Dr Pettigrew listed various statues, plaques and monuments which have erected in Republika Srpska and one in the Brcko District which he described as “celebrating the people who committed the atrocities”.
“The one in Brcko that I saw last summer was dedicated ‘to the Serb defenders of Brcko’, so it’s turning a genocide into a defense,” he said in the webinar.
The genocide expert stated that these monuments were “colonising the cultural landscape with this narrative of revisionism and denial,” and acted as an intimidation tactic to deter people from returning to their pre-war homes and localities.
“I think it’s a kind of continuation of the genocide to intimidate people who would like to return to their homes from which they were forcibly expelled by atrocities, that have been ruled war crimes, including genocide,” Dr Pettigrew said.
A man forced to flee from his home in Brcko as a child in 1992 who did not attend the webinar and wishes to remain anonymous due to fear of online backlash, told the Sarajevo Times that when he returned to his hometown in 2019 for the first time, he felt angry and uncomfortable about the monument in the centre of his hometown.
“Seeing the monument dedicated to those I remember were actual aggressors, made me feel utterly unsafe and unwelcome,” he told the Sarajevo Times.
“I heard of it before arriving, but actually seeing it there was an insult to everything that happened there…makes me sick…it was an insult to all the spiritual injury I had carried for 28 years.
“Three days there [in Brcko] were all I could take before leaving again,” he said.

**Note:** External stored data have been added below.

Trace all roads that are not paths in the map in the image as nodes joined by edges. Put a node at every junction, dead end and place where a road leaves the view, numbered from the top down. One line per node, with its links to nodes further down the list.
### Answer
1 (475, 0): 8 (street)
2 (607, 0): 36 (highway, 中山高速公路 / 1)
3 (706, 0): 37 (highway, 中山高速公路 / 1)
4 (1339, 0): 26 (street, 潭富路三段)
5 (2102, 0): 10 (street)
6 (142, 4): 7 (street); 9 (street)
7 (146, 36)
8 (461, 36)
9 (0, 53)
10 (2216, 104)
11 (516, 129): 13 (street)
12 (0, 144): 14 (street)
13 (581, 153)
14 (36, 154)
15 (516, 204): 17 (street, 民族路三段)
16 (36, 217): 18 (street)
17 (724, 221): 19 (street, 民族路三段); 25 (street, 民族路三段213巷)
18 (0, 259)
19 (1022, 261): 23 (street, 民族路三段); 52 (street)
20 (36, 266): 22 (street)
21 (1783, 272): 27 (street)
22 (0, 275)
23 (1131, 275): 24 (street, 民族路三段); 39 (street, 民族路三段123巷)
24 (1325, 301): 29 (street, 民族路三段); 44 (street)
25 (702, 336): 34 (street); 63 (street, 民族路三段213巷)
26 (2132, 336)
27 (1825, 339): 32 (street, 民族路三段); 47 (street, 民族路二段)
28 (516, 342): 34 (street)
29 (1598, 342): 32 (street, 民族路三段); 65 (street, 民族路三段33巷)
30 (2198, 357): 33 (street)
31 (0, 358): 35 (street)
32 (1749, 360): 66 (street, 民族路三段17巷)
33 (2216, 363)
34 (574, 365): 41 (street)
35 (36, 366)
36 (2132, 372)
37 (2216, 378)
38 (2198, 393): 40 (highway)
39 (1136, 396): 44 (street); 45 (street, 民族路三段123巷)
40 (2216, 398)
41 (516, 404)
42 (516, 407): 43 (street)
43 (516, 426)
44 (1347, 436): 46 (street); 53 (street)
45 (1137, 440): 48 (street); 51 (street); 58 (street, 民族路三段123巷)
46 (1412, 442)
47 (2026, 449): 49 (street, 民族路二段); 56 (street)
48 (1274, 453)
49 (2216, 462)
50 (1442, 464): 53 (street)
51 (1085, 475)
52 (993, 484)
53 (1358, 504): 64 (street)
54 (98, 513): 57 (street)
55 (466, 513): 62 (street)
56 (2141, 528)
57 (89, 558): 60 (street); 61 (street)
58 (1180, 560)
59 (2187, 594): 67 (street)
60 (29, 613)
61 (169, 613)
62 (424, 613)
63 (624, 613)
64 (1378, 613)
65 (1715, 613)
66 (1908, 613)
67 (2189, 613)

According to Dr Pettigrew, for reconciliation to occur, there is a need for laws to be implemented prohibiting genocide denial and the glorification of war criminals, as well constitutional reforms to allow disenfranchised Bosnians and their descendants to vote in elections, on behalf of those who cannot vote due to the genocide that occurred.
He also said that allowing memorial centres in Republika Srpska would be a step in the right direction.
“If remembering the atrocities were permitted publicly, that would be a pathway for reconciliation because that would be accepting the truth,” Dr Pettigrew said.
Although High Representative Valentin Inzko told the media that legislation banning denial of genocide would be adopted by the 2020 anniversary of the massacres in Srebrenica,no such law has been created.
The webinar was the last of a three part series honouring the ‘Untold Killing’ podcast launch, which was created as a commemorative project to mark 25 years since the Srebrenica massacre in eastern Bosnia in July 1995.
In commenting on the podcast, survivor and Deputy Director of Communications and Commemorations Arnesa Buljušmić-Kustura said it was created as “a vehicle for story telling” and “for survivors to be able to freely express themselves”, adding, “it’s literally in your ear, you can’t ignore it.”
The final episode in the ‘Untold Killing’ podcast will air on Thursday 26 November.